— Collected data entries —
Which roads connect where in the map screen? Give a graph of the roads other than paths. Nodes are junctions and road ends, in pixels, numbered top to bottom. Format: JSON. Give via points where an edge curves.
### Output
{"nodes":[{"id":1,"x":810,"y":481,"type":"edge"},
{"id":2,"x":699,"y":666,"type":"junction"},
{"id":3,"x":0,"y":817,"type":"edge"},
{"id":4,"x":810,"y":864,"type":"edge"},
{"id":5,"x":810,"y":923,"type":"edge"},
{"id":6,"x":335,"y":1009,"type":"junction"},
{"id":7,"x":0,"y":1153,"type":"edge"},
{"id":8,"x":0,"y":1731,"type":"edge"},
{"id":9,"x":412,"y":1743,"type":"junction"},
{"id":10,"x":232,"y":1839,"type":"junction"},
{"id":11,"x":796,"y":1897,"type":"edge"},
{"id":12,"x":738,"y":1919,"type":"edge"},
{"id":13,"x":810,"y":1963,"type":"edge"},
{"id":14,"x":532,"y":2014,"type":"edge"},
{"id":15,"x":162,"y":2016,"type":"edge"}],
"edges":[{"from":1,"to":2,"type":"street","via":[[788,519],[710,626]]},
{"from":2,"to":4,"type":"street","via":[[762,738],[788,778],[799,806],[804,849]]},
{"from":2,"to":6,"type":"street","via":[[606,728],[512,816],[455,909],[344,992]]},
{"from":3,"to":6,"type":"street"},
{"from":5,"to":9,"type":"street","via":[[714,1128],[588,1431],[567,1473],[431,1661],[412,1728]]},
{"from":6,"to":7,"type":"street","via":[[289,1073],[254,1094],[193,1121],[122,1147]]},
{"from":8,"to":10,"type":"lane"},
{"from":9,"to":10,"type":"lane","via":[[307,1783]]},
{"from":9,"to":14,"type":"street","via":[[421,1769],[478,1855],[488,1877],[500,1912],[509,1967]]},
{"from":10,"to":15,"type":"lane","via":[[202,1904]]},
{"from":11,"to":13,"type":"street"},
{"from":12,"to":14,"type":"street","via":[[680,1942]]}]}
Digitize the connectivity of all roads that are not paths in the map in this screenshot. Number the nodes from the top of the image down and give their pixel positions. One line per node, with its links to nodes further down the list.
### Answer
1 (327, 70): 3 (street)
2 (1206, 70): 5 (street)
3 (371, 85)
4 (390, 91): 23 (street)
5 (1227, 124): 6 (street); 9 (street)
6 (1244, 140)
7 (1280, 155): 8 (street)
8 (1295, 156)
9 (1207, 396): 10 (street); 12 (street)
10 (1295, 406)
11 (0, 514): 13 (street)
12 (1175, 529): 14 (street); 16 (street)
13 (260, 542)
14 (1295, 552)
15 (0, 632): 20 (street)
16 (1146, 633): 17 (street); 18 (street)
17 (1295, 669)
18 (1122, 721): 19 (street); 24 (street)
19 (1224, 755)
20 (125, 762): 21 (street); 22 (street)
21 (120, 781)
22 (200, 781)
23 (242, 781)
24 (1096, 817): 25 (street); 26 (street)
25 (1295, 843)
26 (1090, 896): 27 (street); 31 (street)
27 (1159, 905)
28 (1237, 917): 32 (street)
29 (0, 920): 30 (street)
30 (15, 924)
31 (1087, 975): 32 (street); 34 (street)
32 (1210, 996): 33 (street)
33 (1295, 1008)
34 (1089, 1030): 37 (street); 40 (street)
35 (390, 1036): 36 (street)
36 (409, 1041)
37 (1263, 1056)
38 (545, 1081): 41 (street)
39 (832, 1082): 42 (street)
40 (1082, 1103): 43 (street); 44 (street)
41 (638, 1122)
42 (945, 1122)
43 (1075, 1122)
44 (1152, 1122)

— Exercise directions —
An exact copy of every record is what the answer must contain.

— Task answer —
Which roads connect where in the map screen? Give a graph of the roads other than paths. Nodes are junctions and road ends, in pixels, numbered top to bottom. Format: JSON. Give via points where an edge curves.
### Output
{"nodes":[{"id":1,"x":810,"y":481,"type":"edge"},
{"id":2,"x":699,"y":666,"type":"junction"},
{"id":3,"x":0,"y":817,"type":"edge"},
{"id":4,"x":810,"y":864,"type":"edge"},
{"id":5,"x":810,"y":923,"type":"edge"},
{"id":6,"x":335,"y":1009,"type":"junction"},
{"id":7,"x":0,"y":1153,"type":"edge"},
{"id":8,"x":0,"y":1731,"type":"edge"},
{"id":9,"x":412,"y":1743,"type":"junction"},
{"id":10,"x":232,"y":1839,"type":"junction"},
{"id":11,"x":796,"y":1897,"type":"edge"},
{"id":12,"x":738,"y":1919,"type":"edge"},
{"id":13,"x":810,"y":1963,"type":"edge"},
{"id":14,"x":532,"y":2014,"type":"edge"},
{"id":15,"x":162,"y":2016,"type":"edge"}],
"edges":[{"from":1,"to":2,"type":"street","via":[[788,519],[710,626]]},
{"from":2,"to":4,"type":"street","via":[[762,738],[788,778],[799,806],[804,849]]},
{"from":2,"to":6,"type":"street","via":[[606,728],[512,816],[455,909],[344,992]]},
{"from":3,"to":6,"type":"street"},
{"from":5,"to":9,"type":"street","via":[[714,1128],[588,1431],[567,1473],[431,1661],[412,1728]]},
{"from":6,"to":7,"type":"street","via":[[289,1073],[254,1094],[193,1121],[122,1147]]},
{"from":8,"to":10,"type":"lane"},
{"from":9,"to":10,"type":"lane","via":[[307,1783]]},
{"from":9,"to":14,"type":"street","via":[[421,1769],[478,1855],[488,1877],[500,1912],[509,1967]]},
{"from":10,"to":15,"type":"lane","via":[[202,1904]]},
{"from":11,"to":13,"type":"street"},
{"from":12,"to":14,"type":"street","via":[[680,1942]]}]}
Digitize the connectivity of all roads that are not paths in the map in this screenshot. Number the nodes from the top of the image down and give their pixel positions. One line per node, with its links to nodes further down the list.
### Answer
1 (327, 70): 3 (street)
2 (1206, 70): 5 (street)
3 (371, 85)
4 (390, 91): 23 (street)
5 (1227, 124): 6 (street); 9 (street)
6 (1244, 140)
7 (1280, 155): 8 (street)
8 (1295, 156)
9 (1207, 396): 10 (street); 12 (street)
10 (1295, 406)
11 (0, 514): 13 (street)
12 (1175, 529): 14 (street); 16 (street)
13 (260, 542)
14 (1295, 552)
15 (0, 632): 20 (street)
16 (1146, 633): 17 (street); 18 (street)
17 (1295, 669)
18 (1122, 721): 19 (street); 24 (street)
19 (1224, 755)
20 (125, 762): 21 (street); 22 (street)
21 (120, 781)
22 (200, 781)
23 (242, 781)
24 (1096, 817): 25 (street); 26 (street)
25 (1295, 843)
26 (1090, 896): 27 (street); 31 (street)
27 (1159, 905)
28 (1237, 917): 32 (street)
29 (0, 920): 30 (street)
30 (15, 924)
31 (1087, 975): 32 (street); 34 (street)
32 (1210, 996): 33 (street)
33 (1295, 1008)
34 (1089, 1030): 37 (street); 40 (street)
35 (390, 1036): 36 (street)
36 (409, 1041)
37 (1263, 1056)
38 (545, 1081): 41 (street)
39 (832, 1082): 42 (street)
40 (1082, 1103): 43 (street); 44 (street)
41 (638, 1122)
42 (945, 1122)
43 (1075, 1122)
44 (1152, 1122)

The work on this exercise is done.